Otro punto importante está en la presencia del virus: según Sanidad, solo el 20% de los pacientes presenta síntomas. Ahora bien, en los casos en los que sí se manifiesta, los enfermos presentan fiebre, fuerte dolor de cabeza e incluso convulsiones, aunque tiene un 0,1 por ciento de letalidad. Además, se trata de un virus que afecta mayoritariamente a personas de más de 50 años o que padecen una inmunodeficiencia, y su periodo de incubación va de los tres a los 14 días.

El Servicio de Vigilancia Epidemiológica indica que no hay transmisión de persona a persona y que los contagios solo se producen a través de picaduras. Así, las medidas de prevención de la infección en humanos deben centrarse en evitar nuevos ataques por parte de estos mosquitos.

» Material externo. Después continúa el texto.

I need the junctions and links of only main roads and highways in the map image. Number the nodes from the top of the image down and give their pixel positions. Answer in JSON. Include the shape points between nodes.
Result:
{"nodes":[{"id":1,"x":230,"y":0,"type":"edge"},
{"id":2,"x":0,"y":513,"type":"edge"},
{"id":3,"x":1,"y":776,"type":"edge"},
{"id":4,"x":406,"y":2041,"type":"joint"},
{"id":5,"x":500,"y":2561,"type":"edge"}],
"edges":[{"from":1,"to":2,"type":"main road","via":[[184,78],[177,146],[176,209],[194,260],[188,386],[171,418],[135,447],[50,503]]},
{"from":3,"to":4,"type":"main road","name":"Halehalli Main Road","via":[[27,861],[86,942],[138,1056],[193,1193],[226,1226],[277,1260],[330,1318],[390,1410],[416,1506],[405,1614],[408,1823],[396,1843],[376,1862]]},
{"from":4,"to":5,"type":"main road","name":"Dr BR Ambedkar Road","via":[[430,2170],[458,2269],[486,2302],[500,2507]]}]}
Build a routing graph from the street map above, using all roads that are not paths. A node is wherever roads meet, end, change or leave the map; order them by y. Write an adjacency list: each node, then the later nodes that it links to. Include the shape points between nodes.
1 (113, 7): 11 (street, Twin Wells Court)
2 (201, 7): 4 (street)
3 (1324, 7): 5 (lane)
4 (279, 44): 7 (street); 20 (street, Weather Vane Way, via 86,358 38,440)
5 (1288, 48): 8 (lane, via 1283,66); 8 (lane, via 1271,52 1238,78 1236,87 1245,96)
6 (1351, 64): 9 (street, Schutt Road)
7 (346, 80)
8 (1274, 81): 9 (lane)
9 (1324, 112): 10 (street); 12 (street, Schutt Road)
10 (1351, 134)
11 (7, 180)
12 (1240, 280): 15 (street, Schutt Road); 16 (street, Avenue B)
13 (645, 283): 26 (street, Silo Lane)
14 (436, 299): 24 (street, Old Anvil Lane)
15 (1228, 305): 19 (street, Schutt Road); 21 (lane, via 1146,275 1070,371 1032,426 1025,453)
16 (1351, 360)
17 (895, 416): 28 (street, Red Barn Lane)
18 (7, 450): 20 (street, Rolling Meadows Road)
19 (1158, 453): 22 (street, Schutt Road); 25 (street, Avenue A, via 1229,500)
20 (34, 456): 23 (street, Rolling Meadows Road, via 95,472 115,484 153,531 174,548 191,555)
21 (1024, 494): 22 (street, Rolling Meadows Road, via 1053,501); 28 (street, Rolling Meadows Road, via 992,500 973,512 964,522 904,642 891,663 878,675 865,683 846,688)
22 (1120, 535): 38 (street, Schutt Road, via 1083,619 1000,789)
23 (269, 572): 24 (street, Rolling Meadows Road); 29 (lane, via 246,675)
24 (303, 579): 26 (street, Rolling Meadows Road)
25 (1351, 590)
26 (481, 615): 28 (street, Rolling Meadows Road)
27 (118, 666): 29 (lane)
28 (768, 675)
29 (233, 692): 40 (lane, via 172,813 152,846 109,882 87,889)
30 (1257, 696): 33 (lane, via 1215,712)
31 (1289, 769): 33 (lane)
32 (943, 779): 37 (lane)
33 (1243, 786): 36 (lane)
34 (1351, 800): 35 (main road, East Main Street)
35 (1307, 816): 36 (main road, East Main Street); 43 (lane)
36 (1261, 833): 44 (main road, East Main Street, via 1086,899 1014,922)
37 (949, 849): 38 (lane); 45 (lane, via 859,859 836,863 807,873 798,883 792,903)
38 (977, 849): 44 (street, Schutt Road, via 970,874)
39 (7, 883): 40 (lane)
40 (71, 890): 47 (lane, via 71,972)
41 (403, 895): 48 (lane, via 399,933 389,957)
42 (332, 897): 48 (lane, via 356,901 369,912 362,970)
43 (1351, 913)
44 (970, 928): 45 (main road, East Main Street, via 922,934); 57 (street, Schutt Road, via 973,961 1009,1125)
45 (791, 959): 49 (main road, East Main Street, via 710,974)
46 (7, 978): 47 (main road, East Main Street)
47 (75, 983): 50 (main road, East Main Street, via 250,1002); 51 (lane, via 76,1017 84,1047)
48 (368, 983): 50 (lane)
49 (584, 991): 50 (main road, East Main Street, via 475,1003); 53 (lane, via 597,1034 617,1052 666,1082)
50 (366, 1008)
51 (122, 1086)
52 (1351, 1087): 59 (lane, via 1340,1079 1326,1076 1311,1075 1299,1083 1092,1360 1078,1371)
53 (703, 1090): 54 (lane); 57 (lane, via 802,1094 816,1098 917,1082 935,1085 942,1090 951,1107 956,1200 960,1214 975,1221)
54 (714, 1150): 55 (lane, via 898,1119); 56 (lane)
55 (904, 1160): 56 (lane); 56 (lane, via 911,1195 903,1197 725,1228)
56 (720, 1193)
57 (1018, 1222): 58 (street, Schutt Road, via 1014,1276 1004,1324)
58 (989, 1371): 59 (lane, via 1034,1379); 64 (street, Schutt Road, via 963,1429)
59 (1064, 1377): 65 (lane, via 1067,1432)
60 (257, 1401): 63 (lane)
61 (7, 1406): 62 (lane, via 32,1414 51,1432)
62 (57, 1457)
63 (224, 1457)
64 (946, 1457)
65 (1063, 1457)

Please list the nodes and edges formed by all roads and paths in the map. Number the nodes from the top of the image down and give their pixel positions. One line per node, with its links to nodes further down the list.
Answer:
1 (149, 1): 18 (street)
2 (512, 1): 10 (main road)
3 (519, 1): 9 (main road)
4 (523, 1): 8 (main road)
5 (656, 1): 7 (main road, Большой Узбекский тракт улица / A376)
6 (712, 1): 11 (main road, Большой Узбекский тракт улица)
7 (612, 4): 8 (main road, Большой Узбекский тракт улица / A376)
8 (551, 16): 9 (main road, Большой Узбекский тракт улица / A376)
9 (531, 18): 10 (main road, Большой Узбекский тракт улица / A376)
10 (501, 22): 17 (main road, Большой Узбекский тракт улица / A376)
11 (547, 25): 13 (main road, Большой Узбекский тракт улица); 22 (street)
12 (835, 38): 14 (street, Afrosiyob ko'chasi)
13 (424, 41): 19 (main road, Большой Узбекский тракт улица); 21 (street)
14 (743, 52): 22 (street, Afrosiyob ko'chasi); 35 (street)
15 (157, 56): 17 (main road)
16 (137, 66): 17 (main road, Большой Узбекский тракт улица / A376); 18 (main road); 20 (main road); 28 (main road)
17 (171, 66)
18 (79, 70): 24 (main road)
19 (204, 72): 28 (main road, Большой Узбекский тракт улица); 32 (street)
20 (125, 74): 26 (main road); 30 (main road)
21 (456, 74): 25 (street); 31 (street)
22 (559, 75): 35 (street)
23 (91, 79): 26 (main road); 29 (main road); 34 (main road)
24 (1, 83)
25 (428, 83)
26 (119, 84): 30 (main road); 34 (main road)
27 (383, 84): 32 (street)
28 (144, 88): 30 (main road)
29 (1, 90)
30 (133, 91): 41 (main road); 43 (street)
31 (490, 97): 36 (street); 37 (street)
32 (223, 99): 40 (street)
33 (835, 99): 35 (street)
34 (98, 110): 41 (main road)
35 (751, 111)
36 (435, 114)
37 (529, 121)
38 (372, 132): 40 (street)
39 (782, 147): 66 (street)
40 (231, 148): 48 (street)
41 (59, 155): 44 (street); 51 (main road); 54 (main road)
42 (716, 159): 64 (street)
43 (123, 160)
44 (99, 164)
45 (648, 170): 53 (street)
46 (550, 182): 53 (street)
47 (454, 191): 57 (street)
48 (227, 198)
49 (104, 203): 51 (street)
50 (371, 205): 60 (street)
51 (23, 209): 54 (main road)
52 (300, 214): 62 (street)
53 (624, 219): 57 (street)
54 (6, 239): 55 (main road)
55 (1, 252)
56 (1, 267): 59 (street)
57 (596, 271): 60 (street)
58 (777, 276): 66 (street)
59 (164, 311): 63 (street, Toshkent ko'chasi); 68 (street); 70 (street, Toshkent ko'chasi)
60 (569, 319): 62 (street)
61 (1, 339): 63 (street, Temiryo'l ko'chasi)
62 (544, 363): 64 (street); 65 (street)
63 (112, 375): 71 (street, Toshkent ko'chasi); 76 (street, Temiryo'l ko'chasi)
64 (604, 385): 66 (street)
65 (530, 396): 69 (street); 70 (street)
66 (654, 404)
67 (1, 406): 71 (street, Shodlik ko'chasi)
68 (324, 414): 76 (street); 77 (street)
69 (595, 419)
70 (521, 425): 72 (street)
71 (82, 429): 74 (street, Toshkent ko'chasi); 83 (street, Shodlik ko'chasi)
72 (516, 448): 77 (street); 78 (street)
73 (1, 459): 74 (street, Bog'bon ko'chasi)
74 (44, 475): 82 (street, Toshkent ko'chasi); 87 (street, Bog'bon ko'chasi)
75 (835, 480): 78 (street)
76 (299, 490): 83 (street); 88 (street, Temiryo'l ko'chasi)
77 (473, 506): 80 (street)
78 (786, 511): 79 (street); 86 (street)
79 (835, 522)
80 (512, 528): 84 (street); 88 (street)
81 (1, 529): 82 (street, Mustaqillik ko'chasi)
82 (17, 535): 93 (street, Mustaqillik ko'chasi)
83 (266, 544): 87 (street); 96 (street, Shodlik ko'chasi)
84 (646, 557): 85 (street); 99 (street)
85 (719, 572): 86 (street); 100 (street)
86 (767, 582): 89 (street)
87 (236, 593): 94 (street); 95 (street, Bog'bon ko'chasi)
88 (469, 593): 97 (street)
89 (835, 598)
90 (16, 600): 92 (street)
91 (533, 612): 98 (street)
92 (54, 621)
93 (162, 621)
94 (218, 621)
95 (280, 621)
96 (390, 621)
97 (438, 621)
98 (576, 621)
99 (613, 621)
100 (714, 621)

Errores a la hora de encontrar el mosquito culpable

En su comparecencia, el consejero de Sanidad, Jesús Aguirre, también ha comunicado la supuesta especie que ha provocado el brote: el "Aedes japonicus Culex". Según los expertos, esto "es imposible", porque "no se pueden mezclar géneros así. O es Aede, o es Culex, las dos cosas no pueden ser", explica a laSexta.com Mikel Bengoa, biólogo especializado en el estudio de mosquitos y miembro de la plataforma Mosquito Alert.

Otro factor importante es que la Sanidad andaluza ha dicho que este "mosquito invasor" viene de Japón, en referencia a la especie Aedes japonicus (que es como se escribe correctamente). Esto también es "más que improbable", señala Bengoa, "porque solo se han avistado miembros de esta raza en el norte de España", específicamente en Asturias y en la cornisa cantábrica.

No obstante, no se descarta que esta raza alguna vez se desplace al sur del país, debido a que estos insectos tienen "una gran capacidad de adaptación" generada, en buena parte, por la crisis climática: "No me atrevería a decir que nunca bajará. Porque el cambio climático ha hecho que muchos de estos mosquitos se puedan adaptar, como ocurre con el mosquito tigre, que tiene una gran plasticidad climática".

Concretamente, el ejemplo del mosquito tigre sirve para ilustrar cómo, dentro de las especies de mosquito que pueden transmitir enfermedades, el Aedes japonicus es uno de los menos peligrosos. De hecho, la plataforma Mosquito Alert define así en su página web el nivel de riesgo para la salud pública que supone el mosquito japonés comparado con otras razas: "No tiene ni mucho menos tanta relevancia sanitaria como el mosquito tigre o el mosquito de la fiebre amarilla", escriben.

Cómo se producen los contagios por picaduras de mosquito

Las enfermedades que se pueden transmitir, como es el caso del virus del Nilo, no nacen del propio mosquito, sino que surgen a través de picaduras a huéspedes enfermos. "Cuando una hembra de mosquito nos pica, lo primero que hace es inyectarnos su saliva. Esa saliva tiene unos compuestos que facilitan la ingesta de sangre y, cuando pican a una persona o animal contagiado, con la sangre entra el virus", explica Mikel Bengoa.

Precisamente, esa saliva del mosquito es el factor clave a la hora de ingestar la sangre contaminada. "El virus llega al estómago del insecto y es capaz de pasar la membrana del intestino e infectar al propio mosquito. Es entonces cuando sus glándulas salivales reproducen ese virus en las picaduras posteriores", explica.

Es más, el hecho de que el virus se almacene en la saliva del mosquito le da "todavía más carga vírica", señala Bengoa, que incide en que "son muchas membranas para pasar", por lo que estamos hablando, en el caso de los contagios por picaduras de mosquito, de enfermedades "muy específicas y especializadas". Por eso el biólogo resalta la importancia de distinguir correctamente qué especie de mosquito es la culpable en cada caso, porque "dependiendo de cómo sea la glándula salival, puede replicarse o no".

Recomendaciones para protegerse de la picadura

Ante la alerta causada en Coria del Río y La Puebla, la Junta de Andalucía ha emitido un comunicado donde se recogen una serie de recomendaciones para evitar la picadura de este insecto.

Principalmente, piden a los vecinos de las zonas afectadas que usen mosquiteras en sus viviendas y repelente de insectos. También aconsejan cubrirse al máximo la piel usando manga y pantalón largo, no dejar las luces de la vivienda encendidas cuando no sea necesario, evitar salir a pasear por zonas húmedas o al amanecer y al atardecer, y tampoco usar perfumes intensos que atraigan a los insectos.